La durata della percezione di un terremoto dipende dalla magnitudo dell’evento, dalla distanza dell’ipocentro e dalla geologia del suolo sul quale ci si trova. Inoltre, nel caso in cui il sisma sia avvertito all’interno di un edificio, l’altezza dello stabile e la tipologia edilizia influenzano fortemente l’intensità e la durata della percezione dell’evento. In genere la durata percepita va da pochi secondi a più di un minuto a seconda delle condizioni prima descritte.
Di seguito una spiegazione dettagliata della questione.
La “durata di un terremoto” non è definibile in modo univoco, in quanto quello che può essere calcolato dai dati strumentali non coincide con la durata dello scuotimento percepito dalle persone.
Ci sono, infatti, due modi di pensare la durata di un terremoto: il primo è il tempo necessario affinché la faglia (la sorgente del terremoto) si rompa e il secondo è il tempo di scuotimento percepito da una persona in un dato punto.
Il primo è un dato che, anche se non in modo immediato, viene calcolato analizzando i segnali sismici registrati. La durata dello scuotimento in un determinato punto, invece, la si può conoscere solo avendo una stazione sismica esattamente in quel punto. Anche in questo modo, va considerato che la durata dello scuotimento misurata da uno strumento è sempre maggiore di quella percepita da una persona nello stesso punto, in quanto gli strumenti sono molto più sensibili dell’uomo e registrano anche scuotimenti impercettibili.
durata
Il terremoto è causato dall’improvviso scorrimento (o rottura) di due blocchi di crosta lungo una frattura, chiamata faglia. La durata della rottura (o scorrimento) della faglia è legata sia a quanto tempo un punto sulla faglia impiega a scorrere e sia al tempo necessario affinché la rottura si propaghi lungo la faglia. Bisogna infatti pensare a un terremoto come un’area piuttosto che a un punto (come per convenzione viene rappresentato l’epicentro sulle mappe). Il terremoto inizia in un punto (l’ipocentro) e poi la rottura si propaga lungo la faglia a circa 3 km/s. Quindi, maggiore è l’area della faglia che si rompe, maggiore è la durata del terremoto. Quanto più estesa è l’area della faglia che si rompe, tanto più grande è la magnitudo del terremoto. Quindi c’è una relazione generale tra la durata e la magnitudo di un terremoto.
Il motivo per cui non è possibile indicare rapidamente questo tipo di durata sui siti web e sulle applicazioni INGV (come per tutti i centri di ricerca sui terremoti) è che il calcolo di quanto tempo una faglia ci ha messo a rompersi non è immediato.
La durata dello scuotimento in un punto sul terreno dipende da quanto tempo il terremoto impiega a verificarsi e da come le onde si muovono attraverso il terreno fino a quel punto. Inoltre, particolari caratteristiche geologiche (terreni incoerenti, sedimenti alluvionali, ecc) possono produrre effetti di amplificazione e far durare lo scuotimento più a lungo di quanto accade su suoli rigidi come per esempio una roccia solida (granito, calcare, ecc.).
Altro aspetto importante da sottolineare per comprendere la percezione della durata di un terremoto è che, nel caso in cui il sisma sia avvertito all’interno di un edificio, l’altezza dello stabile e la tipologia edilizia influenzano fortemente l’intensità e la durata dell’evento.
Essendo quindi la durata dello scuotimento molto variabile da luogo a luogo in funzione della distanza e delle condizioni locali, diventa difficile fornirne una misura unica e significativa.

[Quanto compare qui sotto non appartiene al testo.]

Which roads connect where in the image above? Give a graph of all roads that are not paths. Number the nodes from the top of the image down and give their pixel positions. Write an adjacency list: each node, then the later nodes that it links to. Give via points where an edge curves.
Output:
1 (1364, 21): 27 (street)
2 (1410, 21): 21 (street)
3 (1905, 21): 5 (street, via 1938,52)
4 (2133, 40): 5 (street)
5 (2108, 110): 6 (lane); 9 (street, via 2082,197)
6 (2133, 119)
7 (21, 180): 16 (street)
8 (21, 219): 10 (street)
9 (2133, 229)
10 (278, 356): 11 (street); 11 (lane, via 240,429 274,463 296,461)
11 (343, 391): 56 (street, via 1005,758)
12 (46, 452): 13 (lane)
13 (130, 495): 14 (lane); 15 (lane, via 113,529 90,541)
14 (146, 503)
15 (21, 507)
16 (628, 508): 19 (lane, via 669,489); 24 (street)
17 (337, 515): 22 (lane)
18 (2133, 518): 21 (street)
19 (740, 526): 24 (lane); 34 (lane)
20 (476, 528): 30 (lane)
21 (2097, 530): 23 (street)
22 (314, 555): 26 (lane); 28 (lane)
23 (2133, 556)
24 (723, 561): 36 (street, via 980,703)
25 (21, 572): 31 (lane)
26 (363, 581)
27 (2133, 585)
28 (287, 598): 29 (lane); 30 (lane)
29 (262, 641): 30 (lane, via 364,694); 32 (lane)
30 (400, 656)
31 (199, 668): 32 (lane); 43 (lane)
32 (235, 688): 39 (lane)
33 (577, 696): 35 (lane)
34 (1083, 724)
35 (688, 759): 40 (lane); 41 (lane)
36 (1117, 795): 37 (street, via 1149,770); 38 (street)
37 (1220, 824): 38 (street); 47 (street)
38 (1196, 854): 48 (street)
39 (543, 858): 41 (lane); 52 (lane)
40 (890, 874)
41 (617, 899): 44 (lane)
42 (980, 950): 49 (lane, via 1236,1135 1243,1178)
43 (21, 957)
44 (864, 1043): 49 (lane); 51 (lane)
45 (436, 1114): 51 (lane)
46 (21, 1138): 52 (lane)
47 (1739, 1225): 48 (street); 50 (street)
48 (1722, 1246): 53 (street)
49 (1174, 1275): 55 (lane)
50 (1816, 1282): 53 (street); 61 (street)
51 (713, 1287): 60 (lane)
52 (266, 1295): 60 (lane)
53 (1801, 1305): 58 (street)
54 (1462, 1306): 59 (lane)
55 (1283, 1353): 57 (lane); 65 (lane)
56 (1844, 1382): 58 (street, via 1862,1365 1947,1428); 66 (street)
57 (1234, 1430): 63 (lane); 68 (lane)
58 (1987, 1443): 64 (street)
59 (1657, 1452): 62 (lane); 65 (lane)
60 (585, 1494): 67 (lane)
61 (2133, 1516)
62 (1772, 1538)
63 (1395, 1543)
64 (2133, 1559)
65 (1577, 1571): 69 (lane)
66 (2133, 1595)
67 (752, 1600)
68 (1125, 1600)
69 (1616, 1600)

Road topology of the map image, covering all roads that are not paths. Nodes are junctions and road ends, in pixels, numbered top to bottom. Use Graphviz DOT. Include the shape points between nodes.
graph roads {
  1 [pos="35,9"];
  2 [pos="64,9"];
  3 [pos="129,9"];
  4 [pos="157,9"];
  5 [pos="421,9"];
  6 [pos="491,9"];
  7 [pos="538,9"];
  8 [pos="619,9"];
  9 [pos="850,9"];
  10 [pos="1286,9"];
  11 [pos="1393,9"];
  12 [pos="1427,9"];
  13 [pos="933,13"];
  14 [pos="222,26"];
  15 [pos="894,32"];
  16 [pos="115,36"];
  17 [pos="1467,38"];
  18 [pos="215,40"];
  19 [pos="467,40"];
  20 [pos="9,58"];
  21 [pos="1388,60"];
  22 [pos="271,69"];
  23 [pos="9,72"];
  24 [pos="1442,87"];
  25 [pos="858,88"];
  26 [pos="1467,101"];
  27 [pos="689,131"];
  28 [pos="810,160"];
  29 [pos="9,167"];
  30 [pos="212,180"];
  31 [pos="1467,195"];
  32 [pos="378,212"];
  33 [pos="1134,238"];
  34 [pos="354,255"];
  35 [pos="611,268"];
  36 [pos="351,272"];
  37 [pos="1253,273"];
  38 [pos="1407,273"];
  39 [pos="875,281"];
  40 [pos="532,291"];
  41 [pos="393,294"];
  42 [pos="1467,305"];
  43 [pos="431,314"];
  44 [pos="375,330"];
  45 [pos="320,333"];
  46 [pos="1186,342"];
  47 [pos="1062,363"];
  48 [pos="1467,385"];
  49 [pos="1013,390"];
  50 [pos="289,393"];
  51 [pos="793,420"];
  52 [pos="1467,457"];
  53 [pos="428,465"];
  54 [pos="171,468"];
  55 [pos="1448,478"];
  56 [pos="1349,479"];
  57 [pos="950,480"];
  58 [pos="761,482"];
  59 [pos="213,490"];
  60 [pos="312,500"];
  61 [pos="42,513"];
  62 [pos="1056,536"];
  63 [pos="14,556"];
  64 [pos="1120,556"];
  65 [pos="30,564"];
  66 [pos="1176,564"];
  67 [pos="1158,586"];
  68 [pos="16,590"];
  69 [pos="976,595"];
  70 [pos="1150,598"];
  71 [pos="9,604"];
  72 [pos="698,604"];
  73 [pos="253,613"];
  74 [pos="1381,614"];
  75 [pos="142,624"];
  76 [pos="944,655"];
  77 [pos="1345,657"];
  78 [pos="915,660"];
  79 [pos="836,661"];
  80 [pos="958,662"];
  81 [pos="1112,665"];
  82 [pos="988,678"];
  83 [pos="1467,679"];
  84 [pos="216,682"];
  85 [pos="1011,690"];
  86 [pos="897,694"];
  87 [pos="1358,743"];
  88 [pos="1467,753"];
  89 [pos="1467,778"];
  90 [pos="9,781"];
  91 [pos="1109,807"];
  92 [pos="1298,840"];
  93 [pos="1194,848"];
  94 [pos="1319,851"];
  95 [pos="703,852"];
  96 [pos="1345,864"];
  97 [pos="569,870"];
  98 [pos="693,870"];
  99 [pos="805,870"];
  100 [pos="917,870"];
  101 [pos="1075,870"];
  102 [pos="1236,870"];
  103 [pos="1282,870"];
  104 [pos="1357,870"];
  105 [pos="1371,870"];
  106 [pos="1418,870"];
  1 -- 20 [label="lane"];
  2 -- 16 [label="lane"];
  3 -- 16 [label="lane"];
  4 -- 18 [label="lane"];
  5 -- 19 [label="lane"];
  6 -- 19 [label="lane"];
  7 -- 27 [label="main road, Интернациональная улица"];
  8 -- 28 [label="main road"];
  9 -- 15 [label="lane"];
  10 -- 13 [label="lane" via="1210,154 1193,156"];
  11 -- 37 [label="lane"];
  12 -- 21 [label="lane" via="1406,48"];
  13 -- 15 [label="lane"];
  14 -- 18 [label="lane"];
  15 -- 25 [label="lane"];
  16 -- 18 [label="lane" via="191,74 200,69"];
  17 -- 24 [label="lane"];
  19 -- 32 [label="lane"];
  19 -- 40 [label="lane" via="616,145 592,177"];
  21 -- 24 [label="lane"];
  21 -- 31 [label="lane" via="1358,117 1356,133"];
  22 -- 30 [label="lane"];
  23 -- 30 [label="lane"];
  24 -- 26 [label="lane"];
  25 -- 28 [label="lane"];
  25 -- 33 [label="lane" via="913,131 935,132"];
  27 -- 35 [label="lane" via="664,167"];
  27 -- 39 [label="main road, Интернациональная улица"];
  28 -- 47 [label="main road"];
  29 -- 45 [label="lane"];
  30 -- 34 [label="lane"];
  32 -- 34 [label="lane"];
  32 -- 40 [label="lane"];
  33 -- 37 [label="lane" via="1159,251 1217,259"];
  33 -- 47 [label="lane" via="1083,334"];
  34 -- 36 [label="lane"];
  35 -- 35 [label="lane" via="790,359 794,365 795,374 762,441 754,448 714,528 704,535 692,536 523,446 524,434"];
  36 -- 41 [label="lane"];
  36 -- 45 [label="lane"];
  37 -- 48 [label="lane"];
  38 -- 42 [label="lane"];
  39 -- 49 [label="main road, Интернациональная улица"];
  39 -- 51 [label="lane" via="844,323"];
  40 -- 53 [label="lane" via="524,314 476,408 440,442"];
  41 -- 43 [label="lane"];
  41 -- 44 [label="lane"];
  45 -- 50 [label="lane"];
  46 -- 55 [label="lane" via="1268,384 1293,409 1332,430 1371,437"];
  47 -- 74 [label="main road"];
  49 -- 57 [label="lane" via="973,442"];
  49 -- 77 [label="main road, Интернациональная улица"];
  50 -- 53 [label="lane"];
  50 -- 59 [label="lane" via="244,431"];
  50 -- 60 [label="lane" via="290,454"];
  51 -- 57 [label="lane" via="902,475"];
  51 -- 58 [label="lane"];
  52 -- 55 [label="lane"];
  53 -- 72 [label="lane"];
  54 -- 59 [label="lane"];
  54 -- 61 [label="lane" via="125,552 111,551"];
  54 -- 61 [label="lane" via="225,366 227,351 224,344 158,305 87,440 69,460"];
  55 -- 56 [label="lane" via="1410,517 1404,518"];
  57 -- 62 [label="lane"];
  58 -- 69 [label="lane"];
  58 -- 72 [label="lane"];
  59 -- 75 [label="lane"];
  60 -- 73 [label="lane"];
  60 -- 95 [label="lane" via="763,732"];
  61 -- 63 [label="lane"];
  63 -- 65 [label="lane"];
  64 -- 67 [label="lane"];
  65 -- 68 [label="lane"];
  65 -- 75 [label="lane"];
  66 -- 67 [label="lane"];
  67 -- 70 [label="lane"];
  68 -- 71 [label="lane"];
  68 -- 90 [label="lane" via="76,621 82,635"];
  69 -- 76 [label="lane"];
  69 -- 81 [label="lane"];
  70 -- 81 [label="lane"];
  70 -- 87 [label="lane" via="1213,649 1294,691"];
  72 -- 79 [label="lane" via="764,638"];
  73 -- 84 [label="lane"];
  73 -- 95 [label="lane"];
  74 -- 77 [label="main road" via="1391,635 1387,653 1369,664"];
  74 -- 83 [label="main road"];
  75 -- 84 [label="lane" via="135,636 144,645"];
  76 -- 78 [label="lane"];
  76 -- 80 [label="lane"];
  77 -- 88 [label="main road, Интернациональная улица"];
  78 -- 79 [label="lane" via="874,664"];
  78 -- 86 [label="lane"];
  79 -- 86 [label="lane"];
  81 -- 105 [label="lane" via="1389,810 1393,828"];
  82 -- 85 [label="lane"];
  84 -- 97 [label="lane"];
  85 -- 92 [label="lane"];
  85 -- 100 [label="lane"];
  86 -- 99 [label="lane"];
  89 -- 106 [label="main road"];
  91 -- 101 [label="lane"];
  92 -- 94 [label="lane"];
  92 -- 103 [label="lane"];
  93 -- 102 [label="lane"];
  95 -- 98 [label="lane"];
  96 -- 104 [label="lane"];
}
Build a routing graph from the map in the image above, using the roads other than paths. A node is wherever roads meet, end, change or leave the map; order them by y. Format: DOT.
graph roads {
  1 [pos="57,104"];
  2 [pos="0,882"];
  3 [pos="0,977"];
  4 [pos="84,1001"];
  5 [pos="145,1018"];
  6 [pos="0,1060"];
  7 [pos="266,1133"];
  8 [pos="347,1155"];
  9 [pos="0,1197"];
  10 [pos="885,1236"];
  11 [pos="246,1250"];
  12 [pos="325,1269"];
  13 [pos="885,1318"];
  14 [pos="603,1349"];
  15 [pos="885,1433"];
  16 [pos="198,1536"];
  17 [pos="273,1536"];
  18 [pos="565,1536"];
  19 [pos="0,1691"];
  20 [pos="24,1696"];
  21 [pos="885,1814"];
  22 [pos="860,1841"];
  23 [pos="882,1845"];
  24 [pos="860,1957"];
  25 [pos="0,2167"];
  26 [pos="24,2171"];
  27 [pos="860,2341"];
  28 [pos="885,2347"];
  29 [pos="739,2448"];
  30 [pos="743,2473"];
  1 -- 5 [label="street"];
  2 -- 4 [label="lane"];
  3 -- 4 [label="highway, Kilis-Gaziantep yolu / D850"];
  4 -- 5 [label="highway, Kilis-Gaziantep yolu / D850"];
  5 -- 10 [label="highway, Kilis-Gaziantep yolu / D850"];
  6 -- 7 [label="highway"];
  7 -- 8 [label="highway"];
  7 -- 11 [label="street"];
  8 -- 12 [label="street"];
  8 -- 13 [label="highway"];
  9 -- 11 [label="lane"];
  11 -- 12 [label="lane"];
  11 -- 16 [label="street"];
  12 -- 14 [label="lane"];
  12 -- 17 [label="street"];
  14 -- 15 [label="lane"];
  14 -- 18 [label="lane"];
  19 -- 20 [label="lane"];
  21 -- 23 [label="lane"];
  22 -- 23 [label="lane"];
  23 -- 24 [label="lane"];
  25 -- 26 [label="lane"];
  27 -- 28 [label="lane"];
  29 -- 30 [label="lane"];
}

 Come si calcola l’epicentro di un terremoto?

Per comprendere il principio di un metodo di localizzazione epicentrale, la figura sotto mostra il metodo che veniva usato quanto gli strumenti sismici erano pochi e non esistevano i calcolatori. Il cosiddetto metodo dei cerchi è basato sulla differenza tra il tempo di arrivo delle onde P e quello delle onde S che si possono determinare sui sismogrammi, ottenendo dopo qualche calcolo, la distanza tra l’epicentro e la stazione dove si trova il sismometro. Tracciando, intorno alla stazione, un cerchio di raggio pari alla distanza appena calcolata, e ripetendo lo stesso procedimento per almeno altre due stazioni si può calcolare dove si trova l’epicentro: nel punto in cui si incrociano le rette passanti per i punti di intersezione tra le varie circonferenze.
Il calcolo dell’epicentro di un terremoto
Il calcolo dell’epicentro di un terremoto
Oggi il calcolo di un ipocentro di un terremoto in Italia viene fatto in maniera automatica e in meno di un minuto dai calcolatori che analizzano i sismogrammi digitali che vengono rilevati dalle centinaia di sismometri che compongono la Rete Sismica Nazionale. L’intervento dei sismologi, presenti nella sala operativa di monitoraggio sismico dell’INGV 24 ore al giorno, è comunque importante per rivedere i tempi di arrivo delle onde P ed S, per verificare la magnitudo, la profondità ipocentrale e seguire l’andamento dell’attività sismica, soprattutto in caso di sequenze.
I dati di ogni terremoto di magnitudo superiore o uguale a 2.5 che avviene in Italia vengono comunicati al Dipartimento di Protezione Civile dopo pochissimi minuti e pubblicati successivamente sul sito web dell’INGV.
panoramica-sala-2
La sala operativa di monitoraggio sismico dell’INGV di Roma.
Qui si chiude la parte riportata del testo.